## Extracted entries:

______________________________

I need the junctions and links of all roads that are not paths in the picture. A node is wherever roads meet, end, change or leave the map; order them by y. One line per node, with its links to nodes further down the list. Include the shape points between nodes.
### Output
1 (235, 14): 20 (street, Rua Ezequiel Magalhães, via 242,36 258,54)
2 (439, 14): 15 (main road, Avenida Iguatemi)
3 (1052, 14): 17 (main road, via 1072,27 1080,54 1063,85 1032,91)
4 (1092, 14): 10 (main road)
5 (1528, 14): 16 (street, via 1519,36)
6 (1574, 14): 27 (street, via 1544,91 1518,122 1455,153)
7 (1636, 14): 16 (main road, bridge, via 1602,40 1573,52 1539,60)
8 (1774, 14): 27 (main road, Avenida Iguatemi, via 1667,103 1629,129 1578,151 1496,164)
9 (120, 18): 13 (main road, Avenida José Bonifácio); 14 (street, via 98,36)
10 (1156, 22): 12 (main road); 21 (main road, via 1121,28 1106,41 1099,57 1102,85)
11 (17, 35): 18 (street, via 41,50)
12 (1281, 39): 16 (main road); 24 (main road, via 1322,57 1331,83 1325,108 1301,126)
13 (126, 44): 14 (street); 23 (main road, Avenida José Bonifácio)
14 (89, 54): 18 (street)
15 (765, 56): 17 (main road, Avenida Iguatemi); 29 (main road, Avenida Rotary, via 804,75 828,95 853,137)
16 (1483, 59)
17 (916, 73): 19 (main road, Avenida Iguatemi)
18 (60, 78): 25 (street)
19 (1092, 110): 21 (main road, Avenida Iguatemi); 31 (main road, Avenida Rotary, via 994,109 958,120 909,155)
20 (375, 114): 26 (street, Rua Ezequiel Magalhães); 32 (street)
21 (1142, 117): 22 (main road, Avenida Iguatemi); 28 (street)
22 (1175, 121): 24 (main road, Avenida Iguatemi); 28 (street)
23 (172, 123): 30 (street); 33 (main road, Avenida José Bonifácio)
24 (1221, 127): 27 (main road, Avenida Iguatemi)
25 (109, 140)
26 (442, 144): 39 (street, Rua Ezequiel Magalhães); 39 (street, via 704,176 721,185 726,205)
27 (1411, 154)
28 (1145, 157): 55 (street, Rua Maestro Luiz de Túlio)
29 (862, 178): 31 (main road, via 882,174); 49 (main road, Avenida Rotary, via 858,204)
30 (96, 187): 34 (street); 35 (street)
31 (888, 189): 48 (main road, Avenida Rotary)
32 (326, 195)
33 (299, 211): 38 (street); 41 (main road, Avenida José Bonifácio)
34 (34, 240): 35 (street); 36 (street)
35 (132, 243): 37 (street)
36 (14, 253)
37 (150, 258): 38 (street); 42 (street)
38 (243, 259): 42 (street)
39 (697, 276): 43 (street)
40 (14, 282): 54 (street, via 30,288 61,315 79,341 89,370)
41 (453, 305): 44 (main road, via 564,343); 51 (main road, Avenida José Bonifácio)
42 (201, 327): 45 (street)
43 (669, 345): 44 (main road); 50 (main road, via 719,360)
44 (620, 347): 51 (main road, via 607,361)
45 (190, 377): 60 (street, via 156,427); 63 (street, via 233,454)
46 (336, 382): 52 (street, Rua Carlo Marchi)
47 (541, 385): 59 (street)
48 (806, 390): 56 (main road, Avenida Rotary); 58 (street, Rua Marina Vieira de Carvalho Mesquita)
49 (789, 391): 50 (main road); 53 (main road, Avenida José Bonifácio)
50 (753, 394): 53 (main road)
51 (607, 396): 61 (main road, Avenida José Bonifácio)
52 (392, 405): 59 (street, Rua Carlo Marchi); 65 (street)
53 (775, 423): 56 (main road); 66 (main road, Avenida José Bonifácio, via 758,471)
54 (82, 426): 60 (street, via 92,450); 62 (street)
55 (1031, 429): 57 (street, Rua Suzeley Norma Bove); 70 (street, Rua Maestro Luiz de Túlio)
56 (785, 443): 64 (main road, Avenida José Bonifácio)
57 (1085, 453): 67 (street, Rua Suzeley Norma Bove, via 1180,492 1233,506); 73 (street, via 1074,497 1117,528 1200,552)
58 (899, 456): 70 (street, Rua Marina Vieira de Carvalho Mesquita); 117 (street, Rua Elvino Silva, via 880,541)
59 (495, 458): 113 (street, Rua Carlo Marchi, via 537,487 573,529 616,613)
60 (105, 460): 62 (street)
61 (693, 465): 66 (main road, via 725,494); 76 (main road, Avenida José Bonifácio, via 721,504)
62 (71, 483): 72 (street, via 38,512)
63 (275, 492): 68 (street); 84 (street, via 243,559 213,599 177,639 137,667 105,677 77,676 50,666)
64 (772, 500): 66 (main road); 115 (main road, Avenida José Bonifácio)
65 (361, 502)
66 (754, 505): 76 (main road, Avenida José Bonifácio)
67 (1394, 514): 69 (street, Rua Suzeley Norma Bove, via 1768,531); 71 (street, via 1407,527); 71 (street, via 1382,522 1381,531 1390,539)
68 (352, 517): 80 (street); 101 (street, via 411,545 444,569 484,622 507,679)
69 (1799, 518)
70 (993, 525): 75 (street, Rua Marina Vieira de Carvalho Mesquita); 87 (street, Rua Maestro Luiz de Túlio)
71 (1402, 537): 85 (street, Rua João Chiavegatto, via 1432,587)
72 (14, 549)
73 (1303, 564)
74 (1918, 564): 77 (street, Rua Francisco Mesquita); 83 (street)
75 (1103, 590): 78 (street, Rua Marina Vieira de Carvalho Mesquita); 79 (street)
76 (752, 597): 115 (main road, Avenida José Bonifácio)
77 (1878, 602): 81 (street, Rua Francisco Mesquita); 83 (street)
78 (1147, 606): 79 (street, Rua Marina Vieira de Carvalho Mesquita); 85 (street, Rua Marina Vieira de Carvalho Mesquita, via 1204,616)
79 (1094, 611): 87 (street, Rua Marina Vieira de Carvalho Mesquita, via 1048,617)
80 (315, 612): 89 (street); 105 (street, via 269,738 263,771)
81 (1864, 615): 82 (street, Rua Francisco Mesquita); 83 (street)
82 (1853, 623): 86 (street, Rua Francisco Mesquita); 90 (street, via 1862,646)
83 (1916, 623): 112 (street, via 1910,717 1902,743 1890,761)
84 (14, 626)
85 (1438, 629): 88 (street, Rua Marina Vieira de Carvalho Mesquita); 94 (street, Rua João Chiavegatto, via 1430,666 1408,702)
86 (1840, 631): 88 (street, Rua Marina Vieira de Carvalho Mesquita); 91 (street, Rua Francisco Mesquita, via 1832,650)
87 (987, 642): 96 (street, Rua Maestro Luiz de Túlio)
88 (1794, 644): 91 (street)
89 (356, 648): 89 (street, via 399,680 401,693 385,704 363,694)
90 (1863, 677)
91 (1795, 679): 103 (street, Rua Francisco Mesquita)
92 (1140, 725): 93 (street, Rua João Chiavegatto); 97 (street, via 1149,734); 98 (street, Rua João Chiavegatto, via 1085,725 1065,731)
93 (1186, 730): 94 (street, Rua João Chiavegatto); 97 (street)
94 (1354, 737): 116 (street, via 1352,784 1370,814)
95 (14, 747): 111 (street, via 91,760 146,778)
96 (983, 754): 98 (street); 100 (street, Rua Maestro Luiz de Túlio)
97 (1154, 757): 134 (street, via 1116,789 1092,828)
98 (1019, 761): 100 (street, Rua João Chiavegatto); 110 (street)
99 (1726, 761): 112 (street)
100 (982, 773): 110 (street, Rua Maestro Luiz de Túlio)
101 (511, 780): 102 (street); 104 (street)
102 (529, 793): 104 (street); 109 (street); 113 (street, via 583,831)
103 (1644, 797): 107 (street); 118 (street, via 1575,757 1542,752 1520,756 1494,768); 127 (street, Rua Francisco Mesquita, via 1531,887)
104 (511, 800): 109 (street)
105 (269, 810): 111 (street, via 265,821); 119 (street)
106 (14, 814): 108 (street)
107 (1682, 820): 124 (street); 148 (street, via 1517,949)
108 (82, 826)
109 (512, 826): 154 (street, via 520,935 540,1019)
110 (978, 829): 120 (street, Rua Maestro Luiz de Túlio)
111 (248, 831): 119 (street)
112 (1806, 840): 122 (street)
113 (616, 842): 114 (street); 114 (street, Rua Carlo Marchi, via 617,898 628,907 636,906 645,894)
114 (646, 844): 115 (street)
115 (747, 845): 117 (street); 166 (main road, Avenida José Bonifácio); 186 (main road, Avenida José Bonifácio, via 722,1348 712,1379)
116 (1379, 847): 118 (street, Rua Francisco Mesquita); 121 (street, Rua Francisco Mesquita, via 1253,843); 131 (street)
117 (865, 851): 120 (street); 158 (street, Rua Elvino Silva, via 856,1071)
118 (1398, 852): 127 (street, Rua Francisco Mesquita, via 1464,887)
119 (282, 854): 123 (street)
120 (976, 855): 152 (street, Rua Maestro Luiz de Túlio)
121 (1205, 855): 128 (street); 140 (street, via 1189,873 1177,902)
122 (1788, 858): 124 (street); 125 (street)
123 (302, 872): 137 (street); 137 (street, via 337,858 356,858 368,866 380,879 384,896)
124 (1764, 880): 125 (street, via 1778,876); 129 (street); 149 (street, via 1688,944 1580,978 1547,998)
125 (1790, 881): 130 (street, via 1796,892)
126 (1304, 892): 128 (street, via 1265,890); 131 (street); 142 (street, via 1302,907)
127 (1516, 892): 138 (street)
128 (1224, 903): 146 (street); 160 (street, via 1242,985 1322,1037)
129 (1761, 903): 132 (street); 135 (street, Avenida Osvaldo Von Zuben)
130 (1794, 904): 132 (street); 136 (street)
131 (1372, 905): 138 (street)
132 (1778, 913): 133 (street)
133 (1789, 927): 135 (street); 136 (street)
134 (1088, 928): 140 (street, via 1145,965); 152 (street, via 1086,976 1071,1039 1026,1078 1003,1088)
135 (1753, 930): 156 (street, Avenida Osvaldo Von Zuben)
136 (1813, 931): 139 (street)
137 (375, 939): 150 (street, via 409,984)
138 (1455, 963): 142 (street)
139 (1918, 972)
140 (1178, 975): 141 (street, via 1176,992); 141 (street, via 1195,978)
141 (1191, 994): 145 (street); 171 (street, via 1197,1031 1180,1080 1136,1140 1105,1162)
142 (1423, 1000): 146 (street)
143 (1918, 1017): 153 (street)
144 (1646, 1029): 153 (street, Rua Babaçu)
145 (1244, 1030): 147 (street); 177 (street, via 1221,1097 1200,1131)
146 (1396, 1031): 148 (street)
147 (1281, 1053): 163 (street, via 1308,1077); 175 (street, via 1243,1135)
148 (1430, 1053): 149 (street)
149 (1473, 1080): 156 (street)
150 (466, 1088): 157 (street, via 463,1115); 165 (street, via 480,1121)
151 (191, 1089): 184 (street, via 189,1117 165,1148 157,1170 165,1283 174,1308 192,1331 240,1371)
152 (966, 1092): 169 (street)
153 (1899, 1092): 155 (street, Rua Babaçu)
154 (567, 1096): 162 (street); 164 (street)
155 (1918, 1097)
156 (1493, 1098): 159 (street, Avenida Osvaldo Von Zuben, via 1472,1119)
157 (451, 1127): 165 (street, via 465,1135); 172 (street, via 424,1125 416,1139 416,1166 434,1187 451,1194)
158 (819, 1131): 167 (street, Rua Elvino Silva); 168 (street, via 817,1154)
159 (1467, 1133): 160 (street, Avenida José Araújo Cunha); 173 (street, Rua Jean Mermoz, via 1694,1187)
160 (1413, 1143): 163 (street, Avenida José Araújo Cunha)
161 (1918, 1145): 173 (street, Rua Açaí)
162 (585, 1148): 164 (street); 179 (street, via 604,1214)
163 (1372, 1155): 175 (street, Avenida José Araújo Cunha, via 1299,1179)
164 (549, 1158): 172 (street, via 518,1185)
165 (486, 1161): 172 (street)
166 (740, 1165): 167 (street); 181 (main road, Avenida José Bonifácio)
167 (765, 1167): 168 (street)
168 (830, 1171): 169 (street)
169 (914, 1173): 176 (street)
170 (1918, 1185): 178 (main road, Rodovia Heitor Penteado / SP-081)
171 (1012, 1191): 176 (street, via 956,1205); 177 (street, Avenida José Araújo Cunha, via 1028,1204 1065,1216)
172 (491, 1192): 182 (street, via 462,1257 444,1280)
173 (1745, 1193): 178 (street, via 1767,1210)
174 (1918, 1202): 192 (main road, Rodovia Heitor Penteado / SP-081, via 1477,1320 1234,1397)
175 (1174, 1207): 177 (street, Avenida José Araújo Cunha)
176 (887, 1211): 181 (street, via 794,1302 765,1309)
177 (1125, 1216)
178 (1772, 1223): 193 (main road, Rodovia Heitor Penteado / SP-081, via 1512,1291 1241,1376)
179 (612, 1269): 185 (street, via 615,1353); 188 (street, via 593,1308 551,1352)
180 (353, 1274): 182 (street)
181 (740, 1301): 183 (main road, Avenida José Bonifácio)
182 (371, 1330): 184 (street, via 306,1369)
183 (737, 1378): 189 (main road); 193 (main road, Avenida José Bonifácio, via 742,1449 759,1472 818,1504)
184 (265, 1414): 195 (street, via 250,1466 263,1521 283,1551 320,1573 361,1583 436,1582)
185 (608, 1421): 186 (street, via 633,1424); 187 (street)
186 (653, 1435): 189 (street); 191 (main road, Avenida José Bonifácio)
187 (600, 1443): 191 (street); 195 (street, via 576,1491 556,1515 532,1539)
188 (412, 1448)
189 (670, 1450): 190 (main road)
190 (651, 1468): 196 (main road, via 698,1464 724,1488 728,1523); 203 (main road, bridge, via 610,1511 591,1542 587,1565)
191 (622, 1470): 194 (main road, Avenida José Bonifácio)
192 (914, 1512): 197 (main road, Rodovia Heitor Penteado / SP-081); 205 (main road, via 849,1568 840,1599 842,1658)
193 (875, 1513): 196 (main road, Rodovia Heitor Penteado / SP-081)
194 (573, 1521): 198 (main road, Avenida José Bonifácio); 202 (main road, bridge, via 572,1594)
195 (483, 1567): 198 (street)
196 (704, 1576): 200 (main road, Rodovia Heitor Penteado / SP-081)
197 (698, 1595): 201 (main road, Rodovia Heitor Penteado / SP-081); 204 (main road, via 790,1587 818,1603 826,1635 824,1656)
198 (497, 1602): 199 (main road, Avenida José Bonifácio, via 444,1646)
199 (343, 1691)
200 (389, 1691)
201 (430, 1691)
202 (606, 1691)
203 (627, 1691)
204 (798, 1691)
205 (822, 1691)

______________________________

## What you should do:
Lines from the entries that contain the word "Rotary" are what the answer must hold.

## Written reply:
15 (765, 56): 17 (main road, Avenida Iguatemi); 29 (main road, Avenida Rotary, via 804,75 828,95 853,137)
19 (1092, 110): 21 (main road, Avenida Iguatemi); 31 (main road, Avenida Rotary, via 994,109 958,120 909,155)
29 (862, 178): 31 (main road, via 882,174); 49 (main road, Avenida Rotary, via 858,204)
31 (888, 189): 48 (main road, Avenida Rotary)
48 (806, 390): 56 (main road, Avenida Rotary); 58 (street, Rua Marina Vieira de Carvalho Mesquita)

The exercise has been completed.